‘Mystery Explosion,’ by Ed Benjamin

The mundane title should have tipped me off. Mystery Explosion is actually a novella, the first installment in a series of four books (to date), entitled Bulverde Beat, after the Texas community where the stories are set.

The main characters are Harry Miles, a private investigator, and Luke Remington, police detective, who sometimes hires Harry as a consultant.

A female county prosecutor is killed in a heater explosion in her home. Harry is immediately suspicious – the “accident” was suspiciously timed, and he suspects the victim’s husband from the get-go.

But the story proceeds (commendably) in proper procedural fashion, as Harry and Luke question various witnesses and suspects, gradually eliminating false assumptions.

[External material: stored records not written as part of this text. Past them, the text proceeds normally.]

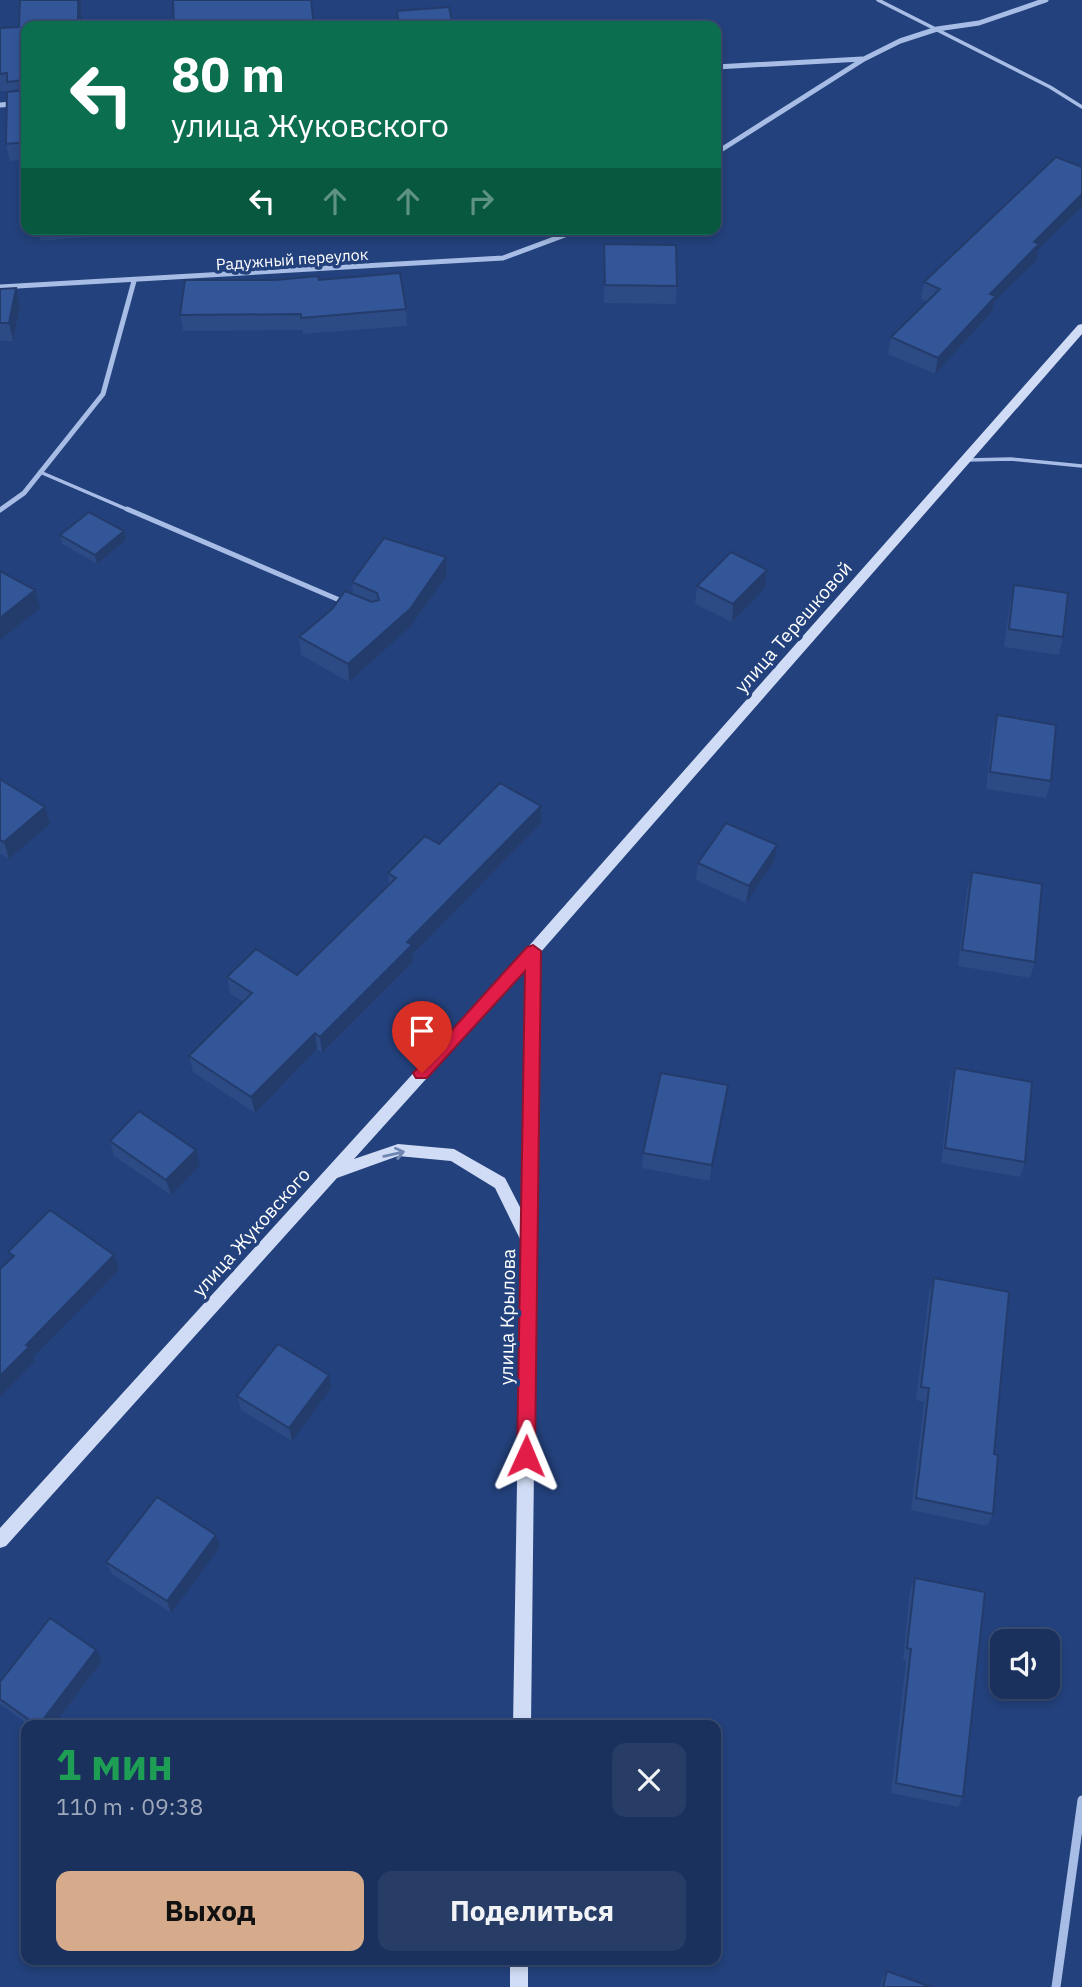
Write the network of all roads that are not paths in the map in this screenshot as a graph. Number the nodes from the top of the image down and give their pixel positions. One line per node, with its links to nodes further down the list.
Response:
1 (878, 0): 3 (lane)
2 (1046, 0): 3 (street)
3 (937, 29): 4 (street); 8 (lane)
4 (864, 59): 5 (street); 9 (street)
5 (721, 67)
6 (21, 103): 7 (street)
7 (0, 105)
8 (1082, 107)
9 (721, 150)
10 (565, 235): 11 (street, Радужный переулок)
11 (134, 281): 12 (street, Радужный переулок); 16 (street)
12 (0, 286)
13 (1082, 327): 14 (main road, улица Терешковой)
14 (965, 460): 15 (lane); 19 (main road, улица Терешковой)
15 (1082, 466)
16 (40, 472): 17 (street); 18 (lane)
17 (0, 510)
18 (351, 604)
19 (533, 951): 20 (main road, улица Жуковского); 21 (main road, улица Крылова)
20 (329, 1175): 21 (main road, one-way to 21); 22 (main road, улица Жуковского)
21 (529, 1241): 23 (main road, улица Крылова)
22 (0, 1540)
23 (523, 1720)
24 (1082, 1800): 27 (street)
25 (519, 1965): 26 (main road)
26 (519, 1987)
27 (1056, 1987)

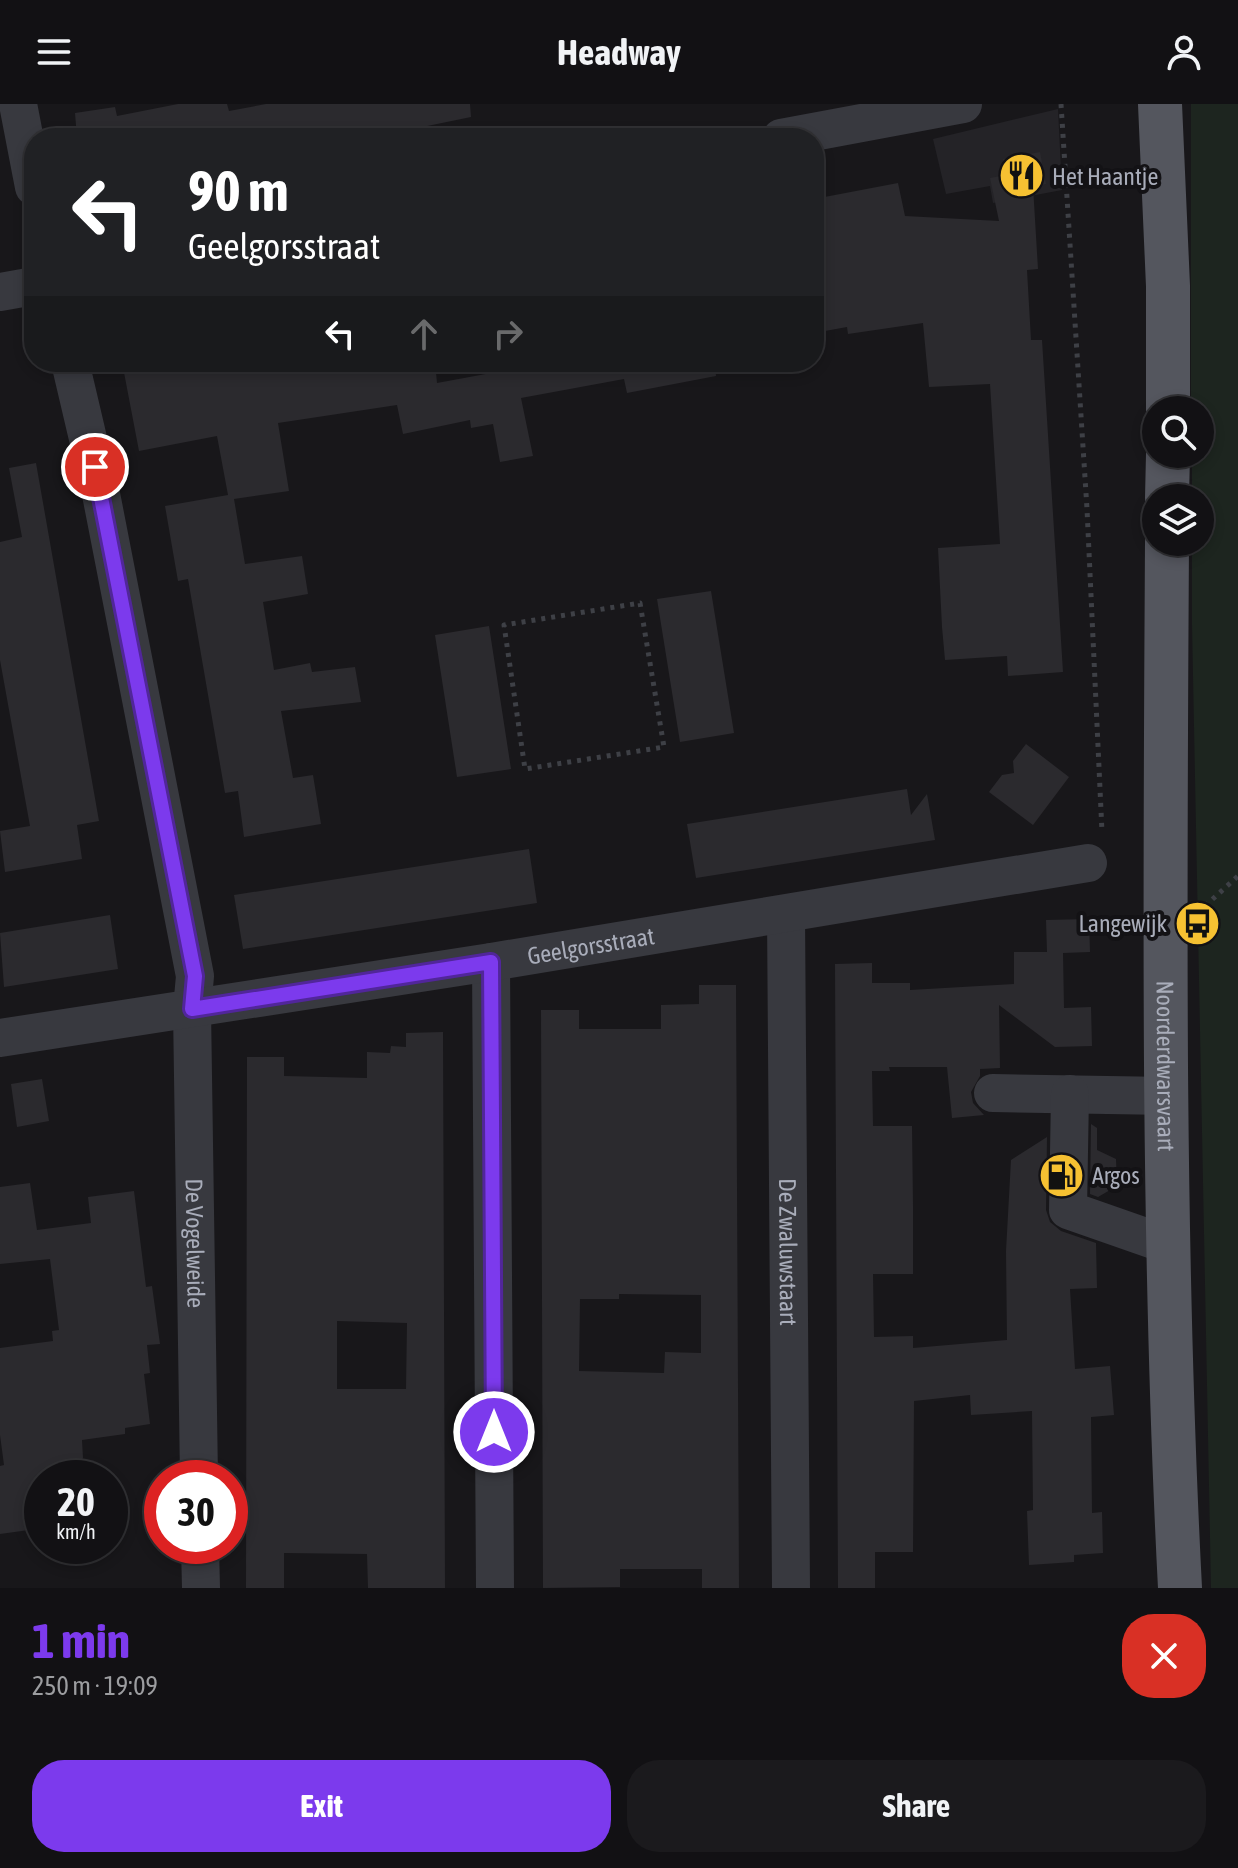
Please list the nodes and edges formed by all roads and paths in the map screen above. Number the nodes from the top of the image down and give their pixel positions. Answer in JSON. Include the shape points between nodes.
{"nodes":[{"id":1,"x":18,"y":104,"type":"edge"},
{"id":2,"x":963,"y":104,"type":"edge"},
{"id":3,"x":1061,"y":104,"type":"edge"},
{"id":4,"x":1160,"y":104,"type":"edge"},
{"id":5,"x":824,"y":130,"type":"edge"},
{"id":6,"x":24,"y":135,"type":"edge"},
{"id":7,"x":24,"y":288,"type":"edge"},
{"id":8,"x":0,"y":292,"type":"edge"},
{"id":9,"x":72,"y":372,"type":"edge"},
{"id":10,"x":1168,"y":396,"type":"edge"},
{"id":11,"x":1167,"y":556,"type":"edge"},
{"id":12,"x":525,"y":769,"type":"joint"},
{"id":13,"x":1095,"y":855,"type":"joint"},
{"id":14,"x":786,"y":914,"type":"junction"},
{"id":15,"x":491,"y":962,"type":"junction"},
{"id":16,"x":192,"y":1009,"type":"junction"},
{"id":17,"x":0,"y":1038,"type":"edge"},
{"id":18,"x":993,"y":1093,"type":"dead end"},
{"id":19,"x":1070,"y":1094,"type":"junction"},
{"id":20,"x":1169,"y":1096,"type":"junction"},
{"id":21,"x":1171,"y":1246,"type":"junction"},
{"id":22,"x":199,"y":1460,"type":"edge"},
{"id":23,"x":200,"y":1564,"type":"edge"},
{"id":24,"x":201,"y":1588,"type":"edge"},
{"id":25,"x":495,"y":1588,"type":"edge"},
{"id":26,"x":791,"y":1588,"type":"edge"},
{"id":27,"x":1180,"y":1588,"type":"edge"}],
"edges":[{"from":1,"to":6,"type":"street"},
{"from":2,"to":5,"type":"street"},
{"from":3,"to":13,"type":"path","via":[[1087,509]]},
{"from":4,"to":10,"type":"main road"},
{"from":7,"to":8,"type":"street"},
{"from":9,"to":16,"type":"street","name":"De Vogelweide","via":[[195,976]]},
{"from":11,"to":20,"type":"main road","name":"Noorderdwarsvaart"},
{"from":12,"to":12,"type":"path","via":[[504,625],[640,603],[664,747]]},
{"from":13,"to":14,"type":"street","name":"Geelgorsstraat"},
{"from":14,"to":15,"type":"street","name":"Geelgorsstraat"},
{"from":14,"to":26,"type":"street","name":"De Zwaluwstaart"},
{"from":15,"to":16,"type":"street","name":"Geelgorsstraat"},
{"from":15,"to":25,"type":"street"},
{"from":16,"to":17,"type":"street","name":"Geelgorsstraat"},
{"from":16,"to":22,"type":"street","name":"De Vogelweide"},
{"from":18,"to":19,"type":"street"},
{"from":19,"to":20,"type":"street"},
{"from":19,"to":21,"type":"street","via":[[1068,1210]]},
{"from":20,"to":21,"type":"main road","name":"Noorderdwarsvaart"},
{"from":21,"to":27,"type":"main road","name":"Noorderdwarsvaart","via":[[1170,1395]]},
{"from":23,"to":24,"type":"street"}]}
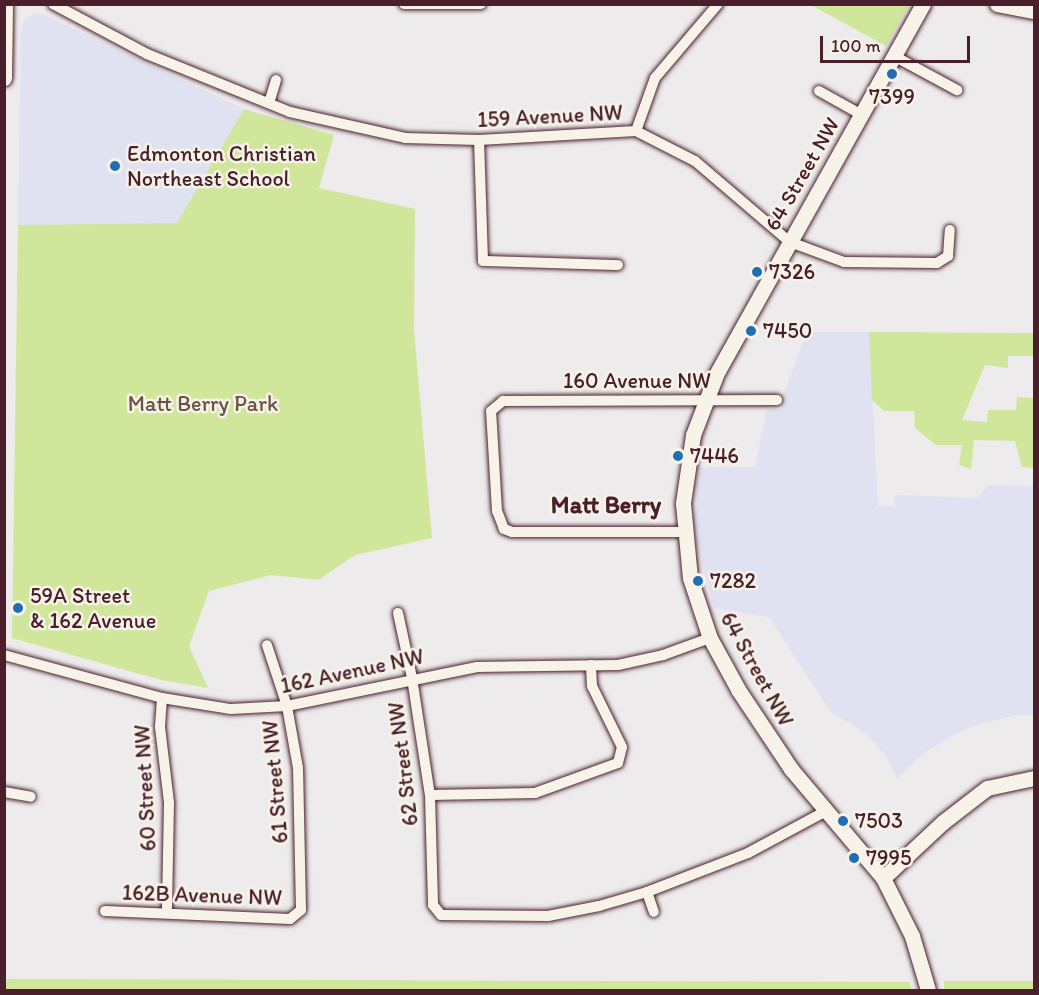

I didn’t mind the story as such – I like the procedural approach, and this narrative seemed (to this amateur) relatively realistic.

My problem was with the writing. The author isn’t a bad wordsmith, but he needs to learn to cut text. He talks too much – throws verbiage at an idea rather than selecting the exact words he wants. He runs up long lists of redundancies in some places.

Also, he hasn’t learned how to use quotation marks. Tip: When a character’s speech goes on for several paragraphs, you omit the closing quotation marks at the ends of the interior paragraphs. This tips off your reader to the fact that the character has not stopped talking yet. It saves a whole lot of confusion.

A further sin is that the characters are almost never physically described.

Mystery Explosion wasn’t awful, and it had the virtue of being pretty short. But I can’t recommend it highly.